ROME, December 2, 2016 – By now the figures are speaking clearly: the multinationals of the pharmaceutical sector are increasingly turning towards Italy, so much so that 10% of pharmaceutical raw materials are now produced in and exported from this country.
This is a market with a turnover that amounts to $ 4.3 billion dollars in Italy alone, as recently revealed not only by Aschimfarma and the Italian Pharmacological Medicines Agency (AIFA), but also by the most important pharmaceutical companies, united under the name of Big Pharma, which are more and more interested in Italian manufacturing. This is not for the reasons of economic convenience that many Asiatic countries can offer.

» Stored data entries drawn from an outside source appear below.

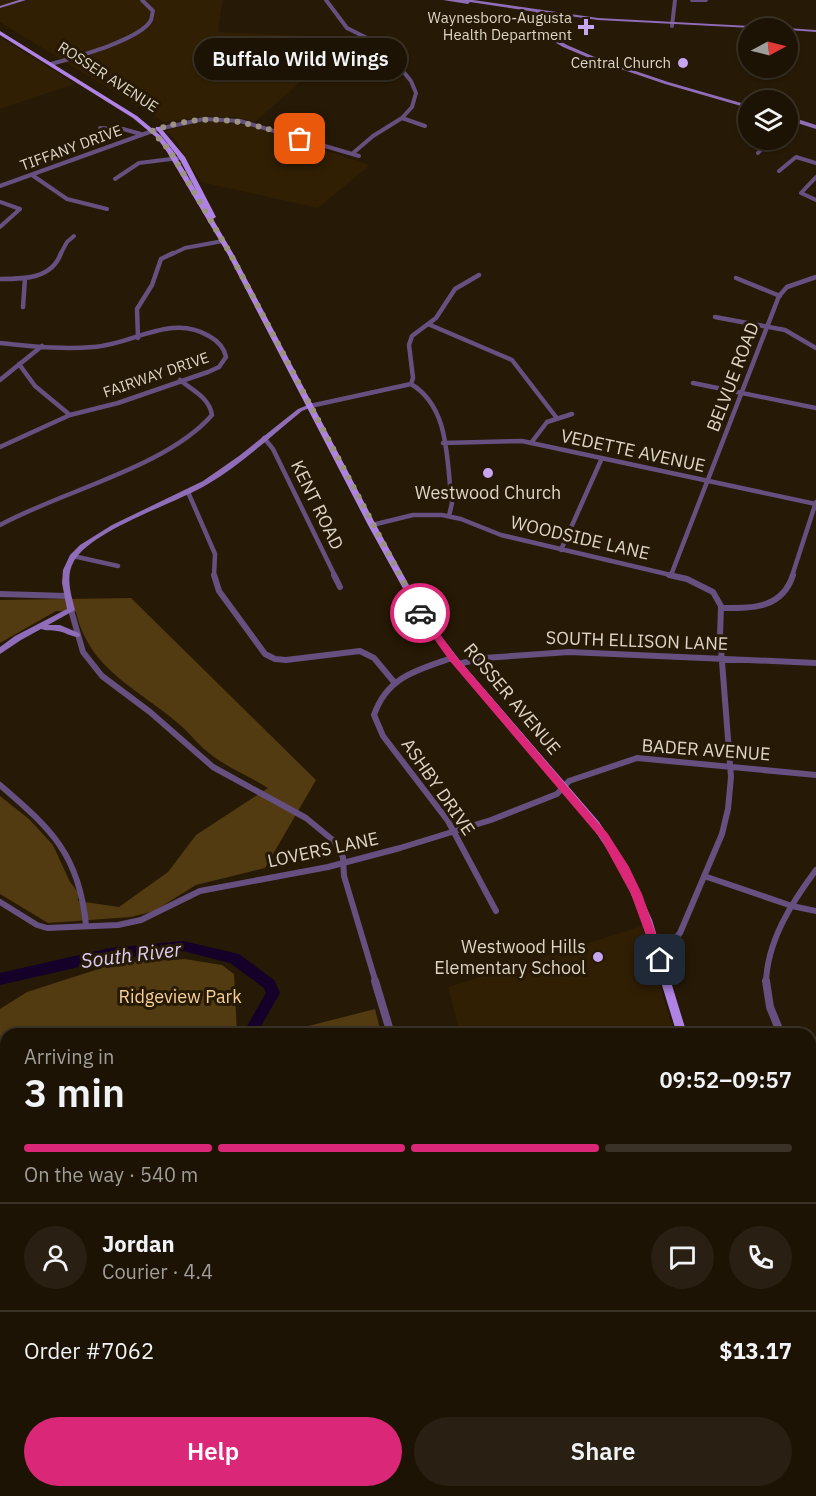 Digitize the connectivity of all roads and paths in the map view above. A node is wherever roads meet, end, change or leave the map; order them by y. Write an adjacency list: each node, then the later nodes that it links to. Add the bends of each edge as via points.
1 (14, 0): 10 (street)
2 (24, 0): 10 (street)
3 (142, 0): 19 (street, via 150,7 152,17 142,31)
4 (326, 0): 21 (street, via 339,21 387,53 411,81 416,93)
5 (446, 0): 11 (street)
6 (464, 0): 11 (street)
7 (675, 0): 12 (street)
8 (692, 0): 9 (street)
9 (706, 0)
10 (0, 6)
11 (537, 13): 12 (street, via 597,21); 20 (street, via 533,22 536,28 576,53)
12 (672, 24): 14 (street); 15 (street)
13 (0, 27): 19 (main road, ROSSER AVENUE)
14 (738, 27)
15 (738, 29)
16 (798, 32): 18 (street)
17 (0, 33): 19 (main road, ROSSER AVENUE)
18 (816, 33)
19 (54, 63): 26 (main road, ROSSER AVENUE)
20 (738, 103)
21 (402, 118): 23 (street); 30 (street)
22 (798, 122): 24 (street)
23 (425, 126)
24 (816, 127)
25 (100, 128): 27 (street)
26 (155, 130): 27 (street, TIFFANY DRIVE); 30 (street, TIFFANY DRIVE, via 201,119 231,119); 32 (main road, ROSSER AVENUE); 33 (main road, ROSSER AVENUE)
27 (141, 135): 36 (street, TIFFANY DRIVE)
28 (761, 150): 29 (street)
29 (758, 153)
30 (352, 154): 31 (street, TIFFANY DRIVE)
31 (359, 156)
32 (183, 157): 33 (street); 44 (main road, ROSSER AVENUE)
33 (175, 159): 38 (street, via 139,163); 44 (main road, ROSSER AVENUE)
34 (816, 163): 35 (street, via 795,157)
35 (779, 171)
36 (32, 175): 39 (street, TIFFANY DRIVE); 42 (street, via 67,199)
37 (816, 177): 40 (street, via 801,193)
38 (115, 179)
39 (0, 186)
40 (816, 200)
41 (0, 202): 43 (street, via 20,209)
42 (107, 209)
43 (0, 227)
44 (218, 231): 46 (main road, ROSSER AVENUE)
45 (74, 236): 48 (street, via 63,244 54,267)
46 (223, 241): 57 (street, via 185,248 161,259 150,289 137,309); 67 (main road, ROSSER AVENUE)
47 (479, 275): 55 (street, via 455,289)
48 (25, 278): 51 (street); 53 (street)
49 (736, 278): 52 (street)
50 (815, 278): 52 (street, via 787,287)
51 (0, 279)
52 (780, 296): 56 (street, BELVUE ROAD)
53 (23, 307)
54 (715, 317): 56 (street)
55 (428, 324): 65 (street, via 410,340); 71 (street, via 517,364)
56 (767, 327): 60 (street, via 790,333); 66 (street, BELVUE ROAD)
57 (138, 338): 59 (street, FAIRWAY DRIVE, via 99,347); 63 (street, FAIRWAY DRIVE, via 183,327 199,331 222,346 226,357 219,367)
58 (0, 343): 59 (street, FAIRWAY DRIVE)
59 (42, 346): 61 (street)
60 (816, 348)
61 (20, 364): 62 (street); 70 (street, via 35,386)
62 (0, 380)
63 (180, 380): 70 (street, FAIRWAY DRIVE, via 141,396); 81 (street, via 211,407 212,415 203,427 156,455 28,509)
64 (693, 383): 66 (street)
65 (411, 384): 67 (street); 73 (street, via 436,411)
66 (741, 393): 68 (street); 77 (street, BELVUE ROAD)
67 (310, 406): 72 (street); 82 (main road, ROSSER AVENUE)
68 (816, 408)
69 (572, 414): 71 (street)
70 (70, 415): 75 (street, FAIRWAY DRIVE)
71 (556, 417): 74 (street, via 541,425)
72 (264, 438): 78 (street); 87 (street, KENT ROAD, via 273,449)
73 (443, 443): 74 (street, VEDETTE AVENUE); 80 (street, via 452,503)
74 (531, 443): 76 (street, VEDETTE AVENUE)
75 (0, 447)
76 (602, 458): 77 (street, VEDETTE AVENUE); 83 (street)
77 (707, 480): 79 (street, VEDETTE AVENUE); 86 (street, BELVUE ROAD)
78 (188, 492): 84 (street, via 99,536); 98 (street, via 215,554 214,578 219,591 265,654 294,660 360,651 374,658)
79 (816, 503): 90 (street, via 790,586 784,594 758,606)
80 (449, 516): 82 (street, WOODSIDE LANE, via 418,515); 83 (street, WOODSIDE LANE, via 493,533)
81 (0, 525)
82 (372, 525): 96 (main road, ROSSER AVENUE, via 412,601)
83 (561, 550): 86 (street, WOODSIDE LANE)
84 (74, 556): 85 (street); 89 (street, via 66,576)
85 (118, 566)
86 (671, 575): 90 (street, WOODSIDE LANE, via 708,588)
87 (340, 587)
88 (0, 594): 89 (street)
89 (68, 596): 91 (street)
90 (721, 608): 95 (street)
91 (71, 610): 92 (street); 93 (street)
92 (38, 629): 93 (street, via 60,628); 94 (street)
93 (76, 635): 104 (street, via 85,656 100,673 211,766 284,805 317,828 338,848)
94 (0, 651)
95 (721, 658): 96 (street, SOUTH ELLISON LANE, via 552,652); 97 (street, SOUTH ELLISON LANE); 99 (street)
96 (455, 661): 98 (street, SOUTH ELLISON LANE); 102 (main road, ROSSER AVENUE)
97 (816, 663)
98 (394, 682): 103 (street, ASHBY DRIVE, via 379,699 375,722)
99 (730, 765): 100 (street, BADER AVENUE); 102 (street, BADER AVENUE, via 628,759 569,781); 106 (street, via 725,823)
100 (816, 775)
101 (0, 785): 111 (street, via 44,824 66,851 81,885)
102 (563, 788): 103 (street, LOVERS LANE, via 557,794); 112 (main road, ROSSER AVENUE, via 604,836 625,869)
103 (455, 832): 104 (street, LOVERS LANE); 109 (street, ASHBY DRIVE)
104 (343, 863): 111 (street, LOVERS LANE, via 206,889 141,920); 113 (street)
105 (816, 870): 108 (street)
106 (704, 876): 108 (street); 112 (street, via 677,938)
107 (0, 902): 111 (street, LOVERS LANE, via 40,927)
108 (792, 906): 110 (street); 115 (street, via 766,968 767,992)
109 (496, 911)
110 (816, 911)
111 (86, 925)
112 (655, 945): 114 (main road, ROSSER AVENUE)
113 (389, 1028)
114 (680, 1028)
115 (779, 1028)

Instead it is due to the technical expertise, safety, quality, purity, timing and packaging: elements that have always distinguished made in Italy products in this very delicate sector which currently exports 85% of the active pharmaceutical ingredients made in the country, as revealed by a recent report based on a study conducted by the University of Turin.
It would definitely be worth establishing a virtuous circle of excellence, within which particular importance is attributed to the design and realization of scientific laboratories that are designed to meet the multiple needs of scientific research. “We are speaking of places that absolutely must represent the values of safety, sustainability and quality” points out Giancarlo De Matthaeis, the president of Labozeta Spa, a company that has been the leader of the field for the design and manufacture of scientific laboratories since 1983. “The know-how that Italy has achieved in this field, thanks to a strict compliance with the relevant regulations, while paying particular attention to the needs of those who live and work in chemical and pharmaceutical laboratories on a daily basis, as well as the resulting improvements in design and sustainability, have all undoubtedly encouraged a further increase in quality standards that have now reached truly excellent levels”.
“Of course much still remains to be done in this sector, especially in terms of projects that are capable of creating a synergy between the various kinds of excellence and the potentialities that our country offers, according to the demands of a more circular and therefore more sustainable economy. Certainly – De Matthaeis concludes – we are heading towards the so-called 4.0 industry, which will inevitably open up some new scenarios for the production and manufacture of goods and services and will introduce a new kind of vital energy for innovation, development and above all a greater degree of vertical integration”.